Director: Jean-Luc Godard
Script: Jean-Luc Godard
Camera: Raoul Coutard
Editing:: Agnès Guillemot
Music:: Maurice Leroux
Production:: Georges de Beauregard
With: Anna Karina, Michel Subor, Henri-Jacques Huet, Laslo Szabo, Paul Beauvais
1958, during the war of Algeria, Bruno deserts the army and becomes a refugee in Switzerland. Here he falls in love with Veronica, but an extreme-right-wing party orders him to kill a reporter of the national radio. The mission fails. He gets tortured by the FLN, but escapes.
"A lean and witty piece of politically engaged filmmaking that combines all the drive of a thriller with Godard's own, singular, New Wave aesthetic."
Channel 4
"One seminal aspect of LE PETIT SOLDAT is that it marks the first collaboration between Godard and Karina, whom he would marry shortly after the film completed its principal shoot. Karina, who would rapidly become the New Wave's most iconographic actress, is lovingly photographed throughout by Raoul Coutard, Godard's favoured cinematographer. Echoing the lengthy hotel bedroom sequence between Jean-Paul Belmondo and Jean Seberg in A BOUT DE SOUFFLE, Godard stages the couple's courtship in a high-rise apartment as a series of cerebral-yet-playful dialogues, shot throughout with a freewheeling hand-held camera. Obviously lit by Coutard with far more attention than any of the other actors, Karina is posed repeatedly in close-ups, frequently grooming herself; and, in one climactic scene, she even dances flamboyantly to a blaring Mozart record. In this, Karina's first role for Godard, we do not yet encounter the depth of female subjectivity in VIVRE SA VIE but it is, nonetheless, abundantly clear that this role was designed as Karina's star-making screen appearance.

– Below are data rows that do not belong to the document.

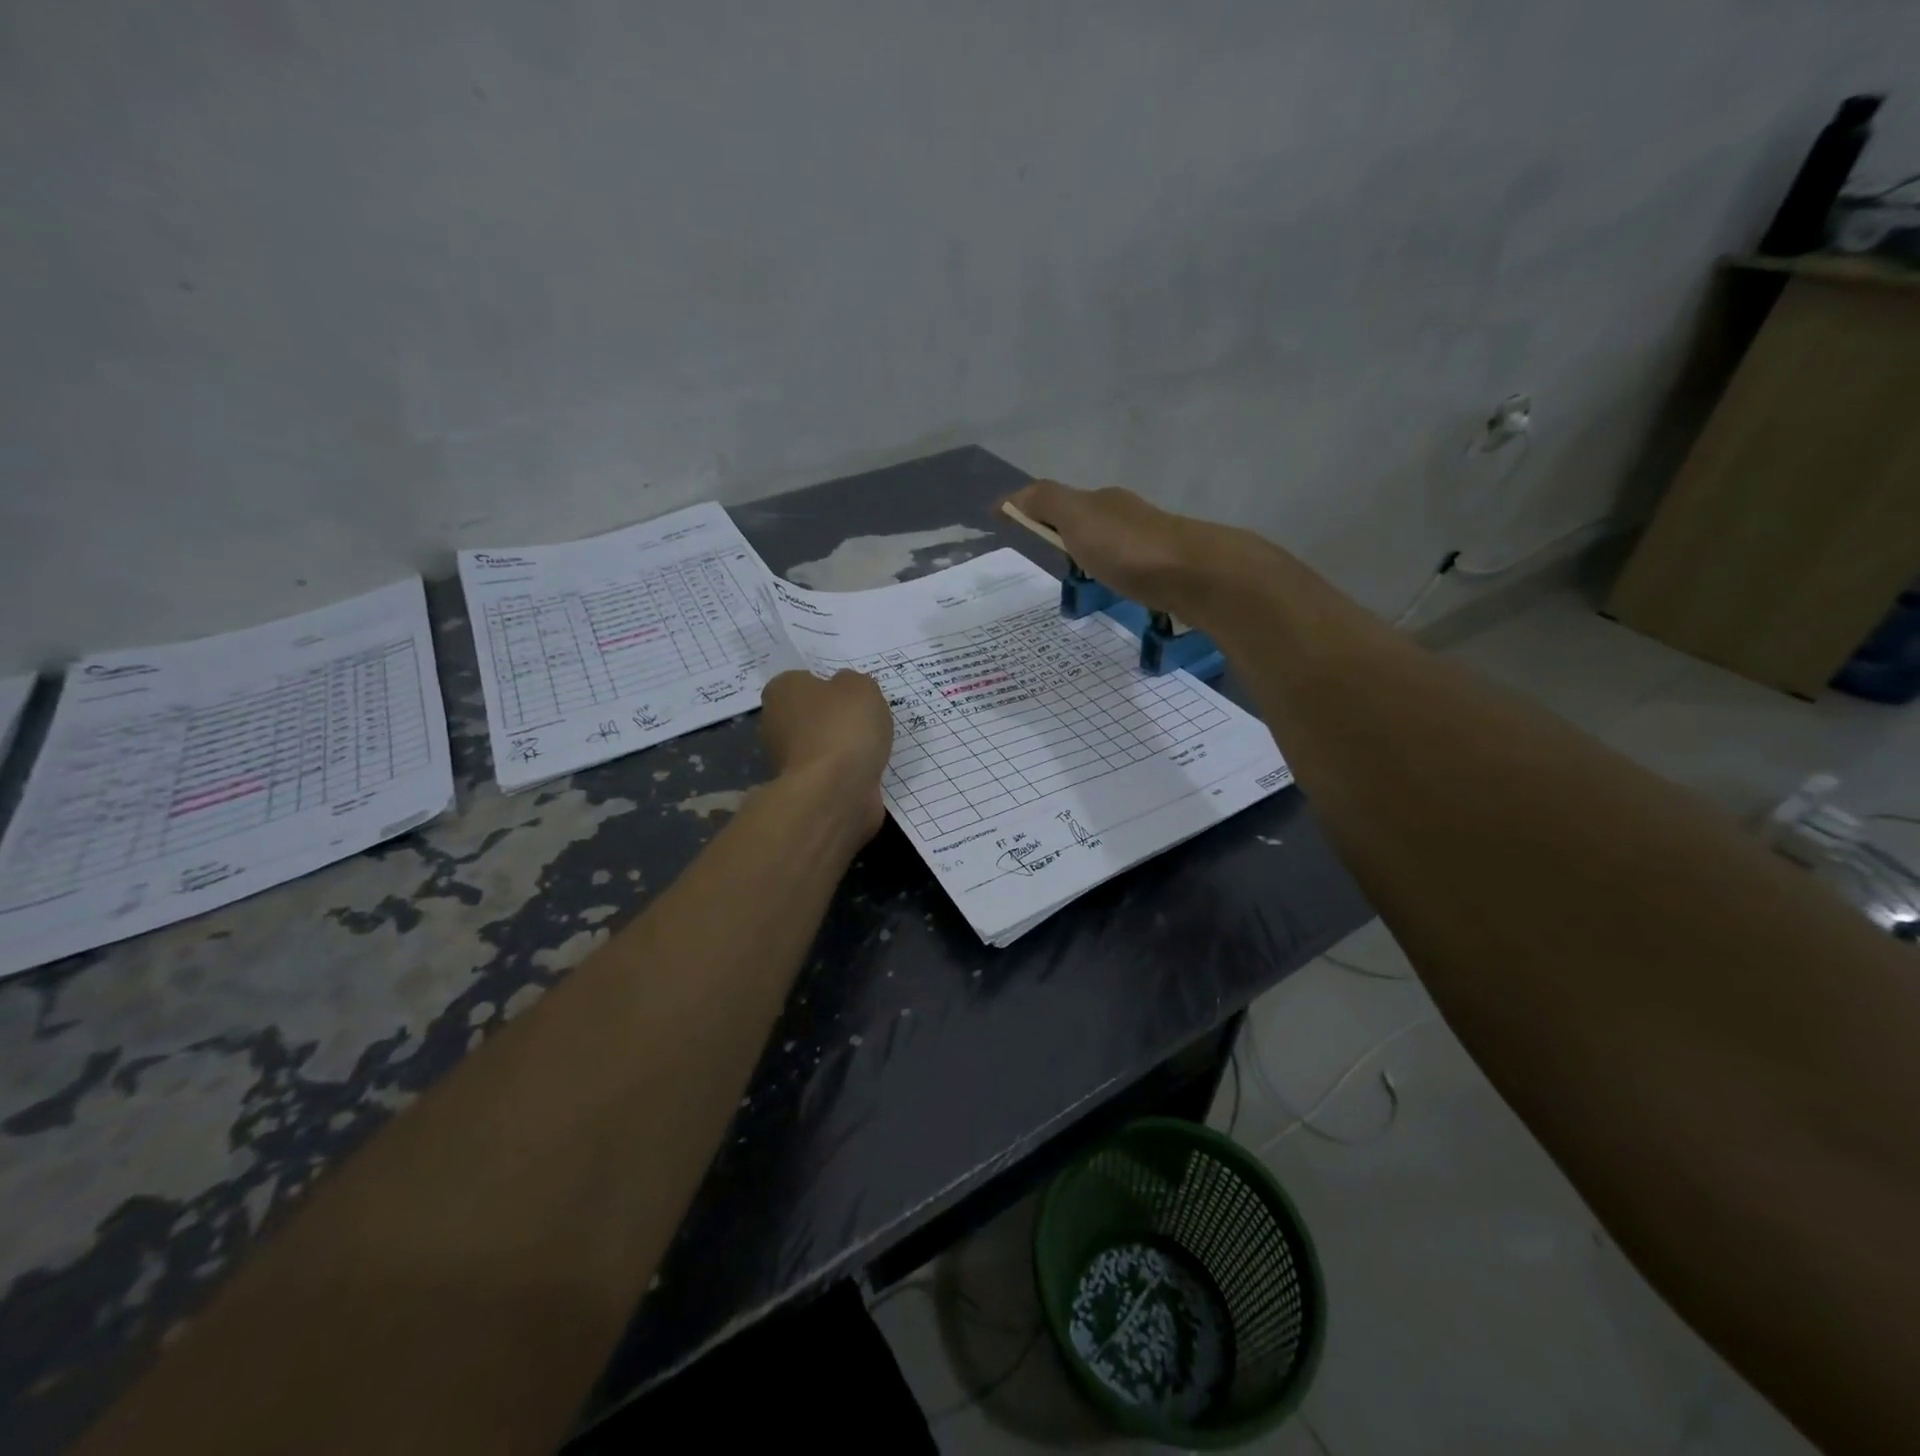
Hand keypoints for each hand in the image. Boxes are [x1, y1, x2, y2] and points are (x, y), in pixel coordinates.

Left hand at [758, 669, 892, 840]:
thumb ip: (852, 683)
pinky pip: (829, 774)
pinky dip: (846, 774)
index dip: (831, 687)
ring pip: (820, 747)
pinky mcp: (802, 790)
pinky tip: (866, 773)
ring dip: (842, 750)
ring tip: (871, 750)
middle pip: (811, 715)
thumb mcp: (860, 686)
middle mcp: (774, 723)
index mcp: (781, 690)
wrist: (835, 792)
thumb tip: (845, 691)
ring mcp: (785, 761)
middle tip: (865, 722)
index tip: (853, 697)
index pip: (804, 680)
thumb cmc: (843, 727)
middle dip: (834, 720)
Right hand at [999, 479, 1247, 617]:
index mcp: (1103, 501)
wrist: (1196, 575)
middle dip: (1066, 534)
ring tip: (1080, 583)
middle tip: (1047, 560)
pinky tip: (1115, 593)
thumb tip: (1009, 497)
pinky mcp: (1167, 572)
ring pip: (1112, 546)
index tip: (1010, 530)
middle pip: (1089, 521)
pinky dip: (1115, 575)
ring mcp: (1151, 543)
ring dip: (1094, 556)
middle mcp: (1127, 515)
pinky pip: (1131, 569)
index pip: (1059, 502)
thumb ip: (1044, 502)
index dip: (1033, 513)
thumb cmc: (1128, 547)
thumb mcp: (1077, 517)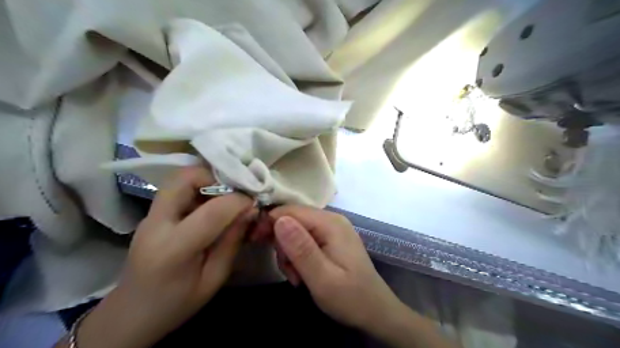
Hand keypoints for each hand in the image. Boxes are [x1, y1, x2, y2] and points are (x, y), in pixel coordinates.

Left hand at [71, 166, 255, 347]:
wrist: (131, 314)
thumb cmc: (176, 303)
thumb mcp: (214, 279)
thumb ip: (232, 242)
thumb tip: (250, 210)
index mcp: (174, 249)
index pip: (212, 211)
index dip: (238, 201)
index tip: (254, 203)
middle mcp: (156, 224)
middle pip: (183, 179)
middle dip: (215, 176)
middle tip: (235, 190)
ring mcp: (150, 217)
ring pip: (178, 178)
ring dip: (206, 179)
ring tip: (225, 195)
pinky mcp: (151, 214)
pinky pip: (176, 189)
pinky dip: (198, 187)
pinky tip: (211, 204)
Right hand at [270, 207, 404, 331]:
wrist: (375, 311)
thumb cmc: (350, 297)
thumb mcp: (322, 278)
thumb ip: (301, 248)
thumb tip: (279, 219)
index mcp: (330, 223)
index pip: (291, 211)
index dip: (270, 222)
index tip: (255, 241)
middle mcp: (331, 220)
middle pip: (293, 219)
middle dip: (282, 243)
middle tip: (287, 270)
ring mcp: (332, 229)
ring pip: (296, 231)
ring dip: (289, 253)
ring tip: (297, 277)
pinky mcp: (331, 240)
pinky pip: (305, 239)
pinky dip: (298, 256)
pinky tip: (303, 274)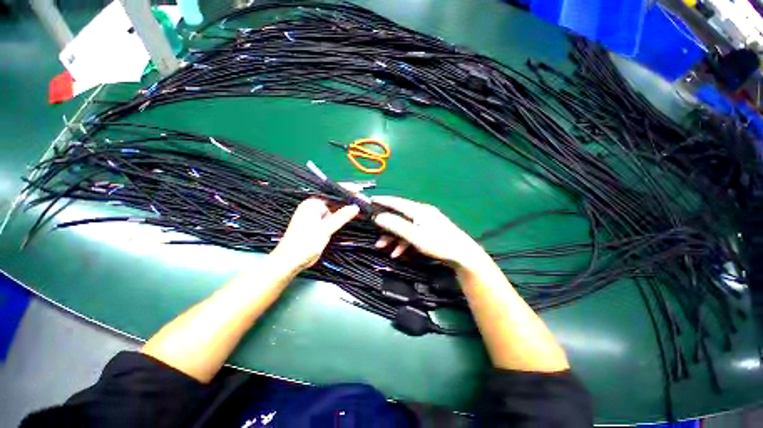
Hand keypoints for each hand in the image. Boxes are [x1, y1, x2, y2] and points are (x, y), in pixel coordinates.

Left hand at [271, 198, 359, 271]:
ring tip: (364, 208)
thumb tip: (355, 207)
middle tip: (365, 201)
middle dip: (350, 201)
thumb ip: (341, 217)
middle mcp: (315, 207)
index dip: (347, 191)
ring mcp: (318, 216)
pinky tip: (354, 217)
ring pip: (336, 210)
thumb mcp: (324, 229)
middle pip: (336, 201)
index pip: (333, 193)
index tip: (360, 190)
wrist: (291, 261)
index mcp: (312, 204)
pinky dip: (343, 218)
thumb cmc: (304, 243)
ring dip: (348, 210)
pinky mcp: (321, 225)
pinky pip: (334, 218)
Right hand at [372, 196, 489, 268]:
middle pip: (399, 216)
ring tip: (384, 248)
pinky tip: (398, 252)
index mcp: (418, 210)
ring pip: (404, 226)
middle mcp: (421, 212)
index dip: (383, 201)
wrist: (462, 255)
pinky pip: (412, 233)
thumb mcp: (414, 235)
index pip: (396, 202)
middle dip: (386, 226)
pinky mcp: (429, 230)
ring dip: (393, 237)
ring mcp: (426, 222)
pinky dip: (403, 241)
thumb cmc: (438, 243)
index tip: (370, 200)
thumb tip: (379, 217)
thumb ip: (396, 225)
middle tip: (375, 235)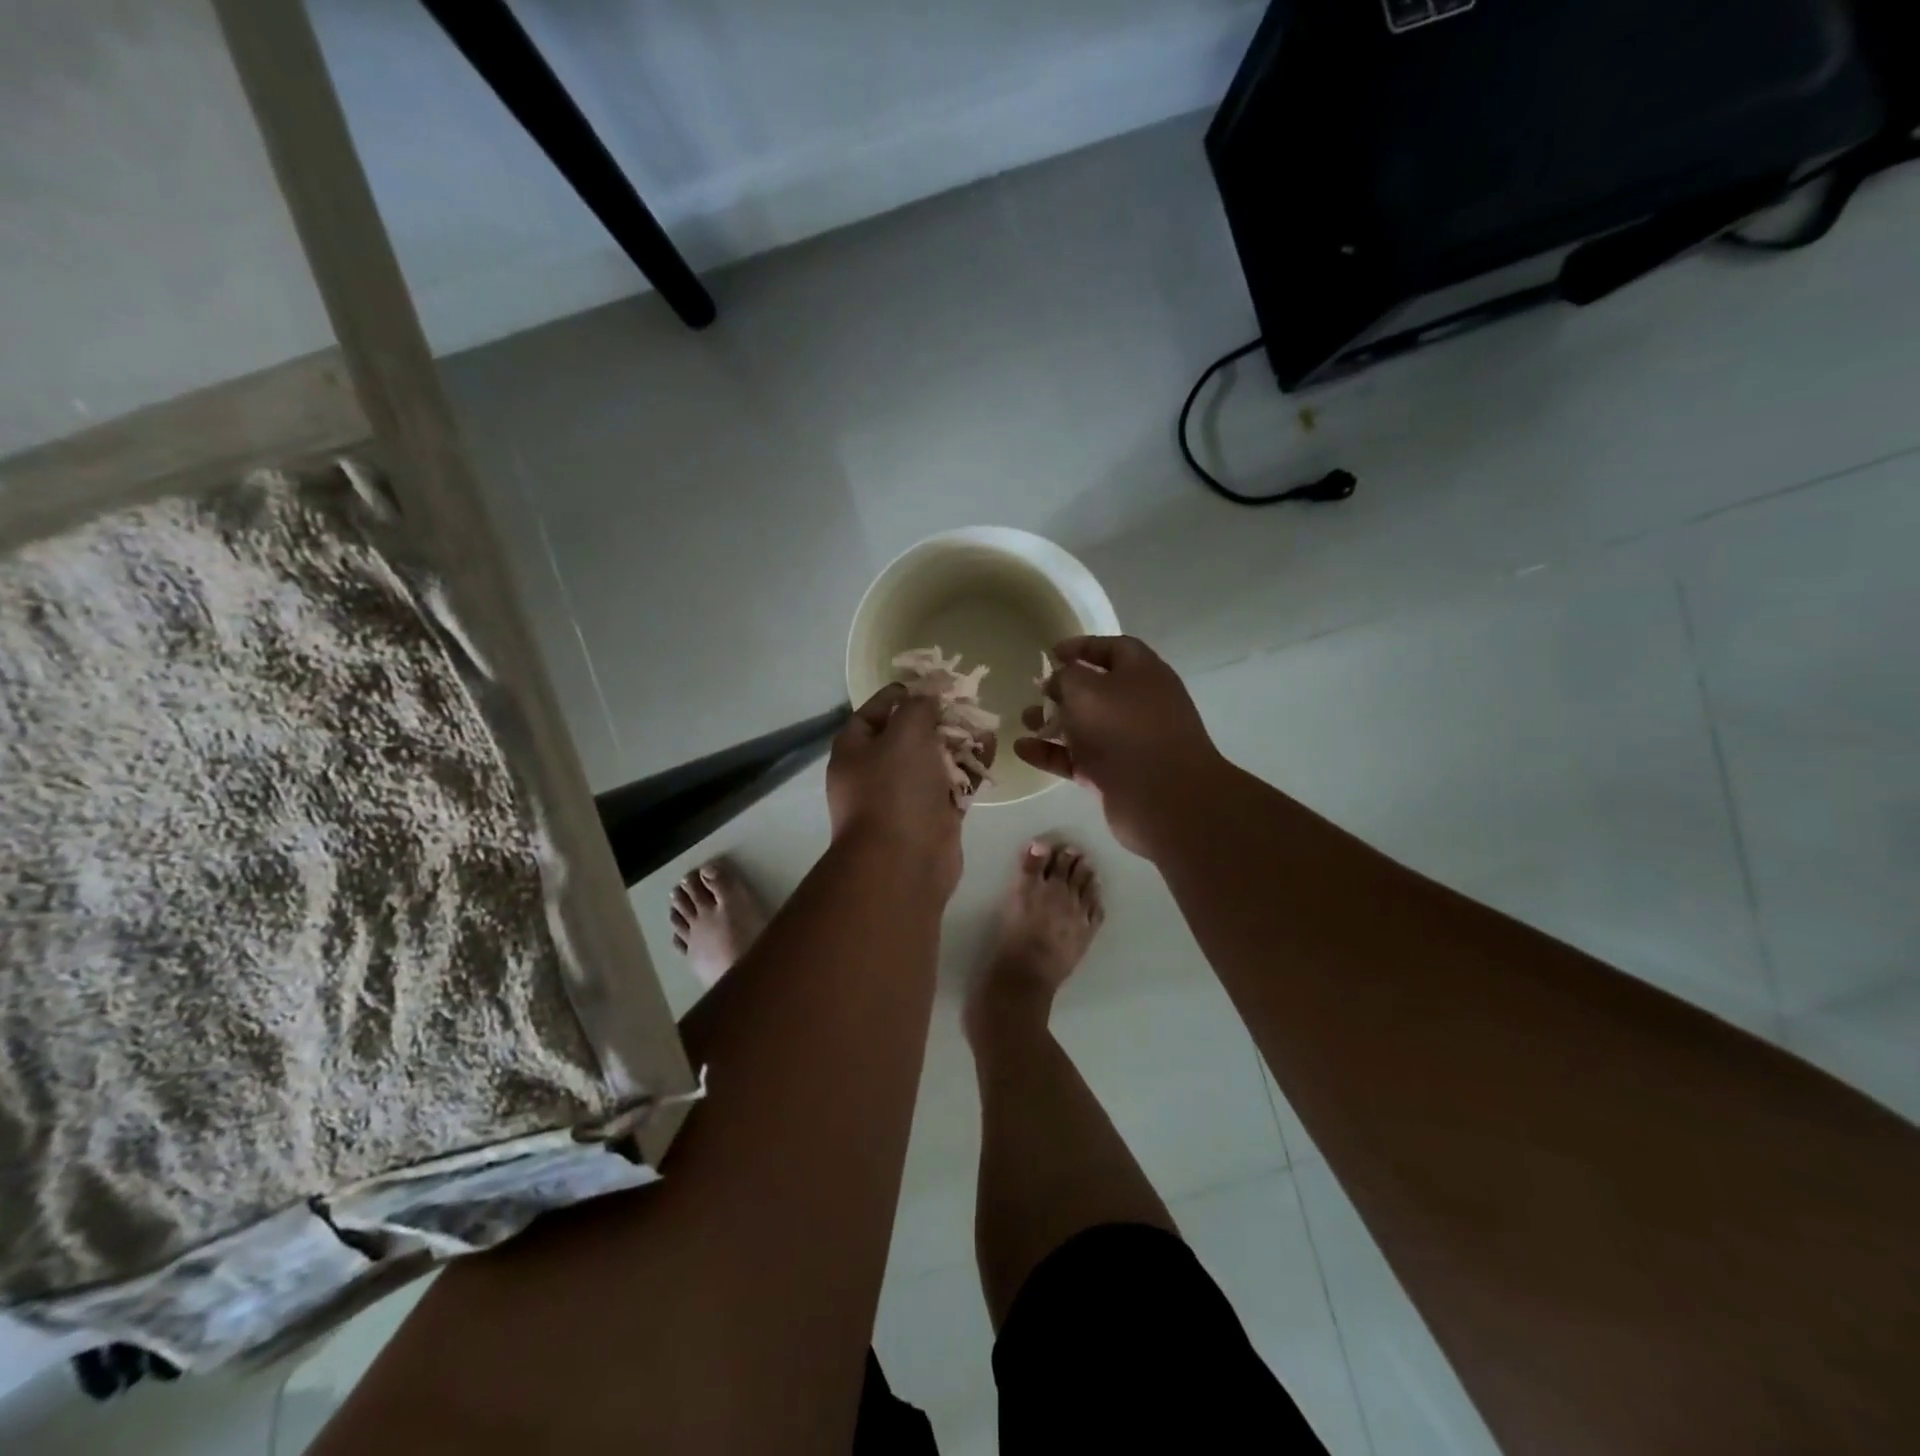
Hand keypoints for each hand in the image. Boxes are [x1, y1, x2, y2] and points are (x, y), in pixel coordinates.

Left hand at [827, 684, 985, 894]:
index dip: (898, 694)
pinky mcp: (933, 818)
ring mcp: (905, 798)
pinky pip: (953, 785)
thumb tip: (926, 698)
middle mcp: (875, 773)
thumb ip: (918, 708)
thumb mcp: (905, 733)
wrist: (903, 862)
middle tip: (964, 703)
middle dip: (936, 718)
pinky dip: (970, 769)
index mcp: (854, 750)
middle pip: (906, 736)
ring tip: (984, 723)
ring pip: (933, 761)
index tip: (928, 683)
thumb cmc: (895, 789)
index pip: (872, 712)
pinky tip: (991, 750)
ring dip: (958, 742)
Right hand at [1014, 635, 1223, 856]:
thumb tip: (1058, 681)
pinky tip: (1022, 749)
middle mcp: (1138, 704)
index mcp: (1142, 673)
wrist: (1162, 796)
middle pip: (1097, 690)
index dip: (1083, 647)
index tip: (1052, 653)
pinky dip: (1051, 753)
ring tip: (1024, 720)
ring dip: (1053, 722)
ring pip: (1084, 726)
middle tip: (1035, 691)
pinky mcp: (1114, 774)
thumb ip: (1065, 678)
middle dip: (1063, 690)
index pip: (1113, 648)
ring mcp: (1127, 742)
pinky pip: (1077, 758)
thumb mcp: (1086, 690)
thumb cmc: (1125, 728)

Elsewhere, however, LE PETIT SOLDAT is a much more pensive, even lugubrious, film than its predecessor. For after a very cursory opening travelogue introduction to Geneva, the city is soon depicted as a disorienting, even claustrophobic setting for Bruno's mission. Unlike the fast-paced, energetic environment of Paris in A BOUT DE SOUFFLE which derived in part from Godard's famous use of jump cuts the cityscape in LE PETIT SOLDAT is jarringly edited together via a series of whip-pans, with the restless camerawork often forcibly yanking our attention from Bruno to the watching figures of the agents in the streets around him. More intrusive still, perhaps, is the role of the soundtrack: whereas Godard's first film featured a light-hearted, up-tempo jazz score, his second is set to Maurice Laroux's deliberately oppressive atonal piano music.